- _What is needed_
Repeat exactly, and only, the lines from the one holding "middle pip: (677, 297)" through the last line of the records below.

■ ■ ■

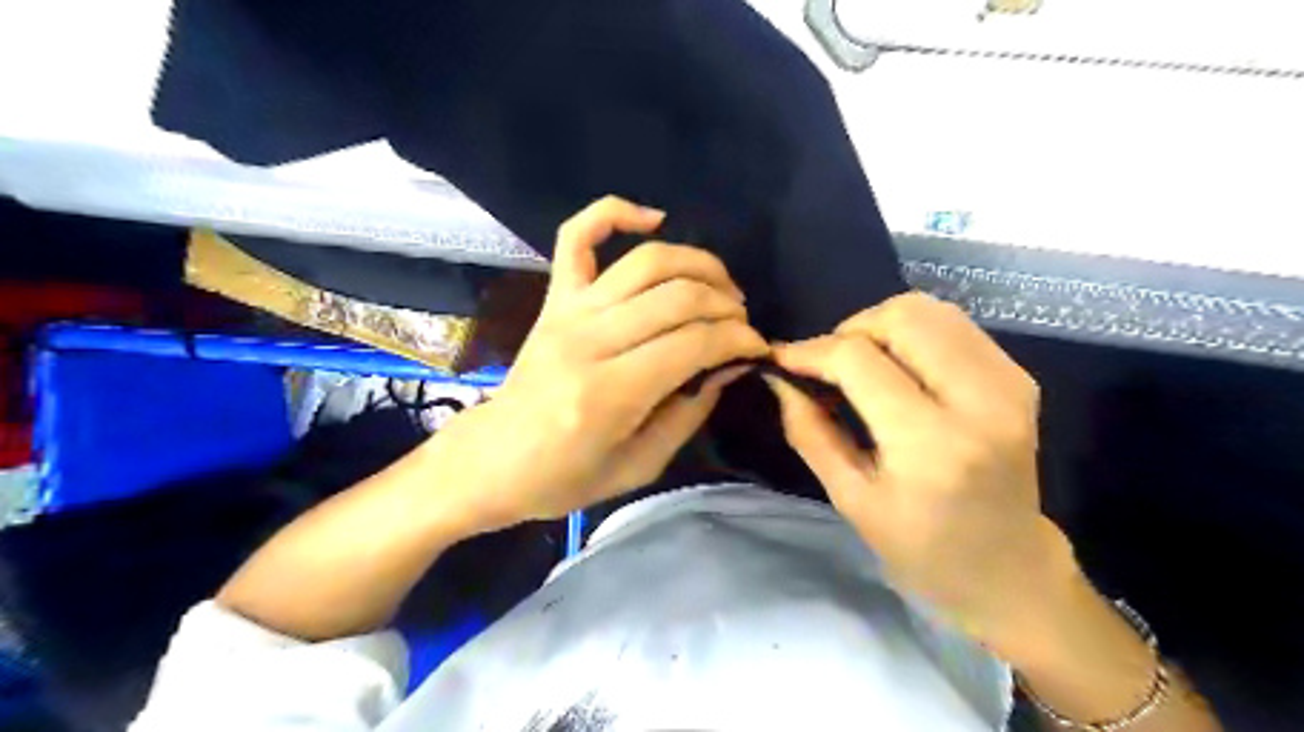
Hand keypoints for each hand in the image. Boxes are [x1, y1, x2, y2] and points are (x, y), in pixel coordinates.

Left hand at [424, 198, 767, 534]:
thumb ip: (689, 412)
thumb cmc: (564, 478)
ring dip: (698, 264)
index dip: (739, 339)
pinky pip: (577, 235)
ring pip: (646, 262)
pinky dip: (614, 213)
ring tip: (720, 286)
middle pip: (677, 297)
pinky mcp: (553, 298)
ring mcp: (567, 311)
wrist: (492, 460)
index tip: (758, 348)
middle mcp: (589, 341)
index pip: (693, 343)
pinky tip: (653, 219)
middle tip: (742, 323)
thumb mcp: (639, 465)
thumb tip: (729, 364)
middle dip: (726, 305)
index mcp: (609, 394)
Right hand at [766, 293, 1073, 658]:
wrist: (1009, 570)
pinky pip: (953, 325)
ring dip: (881, 326)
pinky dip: (913, 334)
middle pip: (902, 317)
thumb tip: (779, 380)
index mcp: (931, 445)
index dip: (811, 351)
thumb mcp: (851, 500)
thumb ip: (809, 432)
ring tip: (861, 363)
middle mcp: (979, 402)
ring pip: (931, 310)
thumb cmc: (921, 549)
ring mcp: (1009, 384)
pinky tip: (898, 368)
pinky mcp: (1019, 377)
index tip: (782, 359)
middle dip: (850, 330)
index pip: (859, 361)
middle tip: (829, 365)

■ ■ ■

- _Solution to the exercise_
middle pip: (677, 297)
pinky mcp: (553, 298)
ring mcp: (567, 311)
wrist: (492, 460)
index tip: (758, 348)
middle mcp: (589, 341)
index pip: (693, 343)
pinky tip: (653, 219)
middle tip: (742, 323)
thumb mcp: (639, 465)
thumb tip: (729, 364)
middle dip: (726, 305)
index mcp: (609, 394)
Right hand at [766, 293, 1073, 658]:
wrist: (1009, 570)
pinky pip: (953, 325)
ring dip: (881, 326)
pinky dip: (913, 334)
middle pip: (902, 317)
thumb tip: (779, 380)
index mcp: (931, 445)
index dip: (811, 351)
thumb mcp: (851, 500)
thumb ip: (809, 432)
ring tip: (861, 363)
middle mcp: (979, 402)
ring pip: (931, 310)
thumb cmc: (921, 549)
ring mcp: (1009, 384)
pinky tip: (898, 368)
pinky mcp: (1019, 377)
index tip: (782, 359)
middle dip: (850, 330)
index pip: (859, 361)
middle tip: (829, 365)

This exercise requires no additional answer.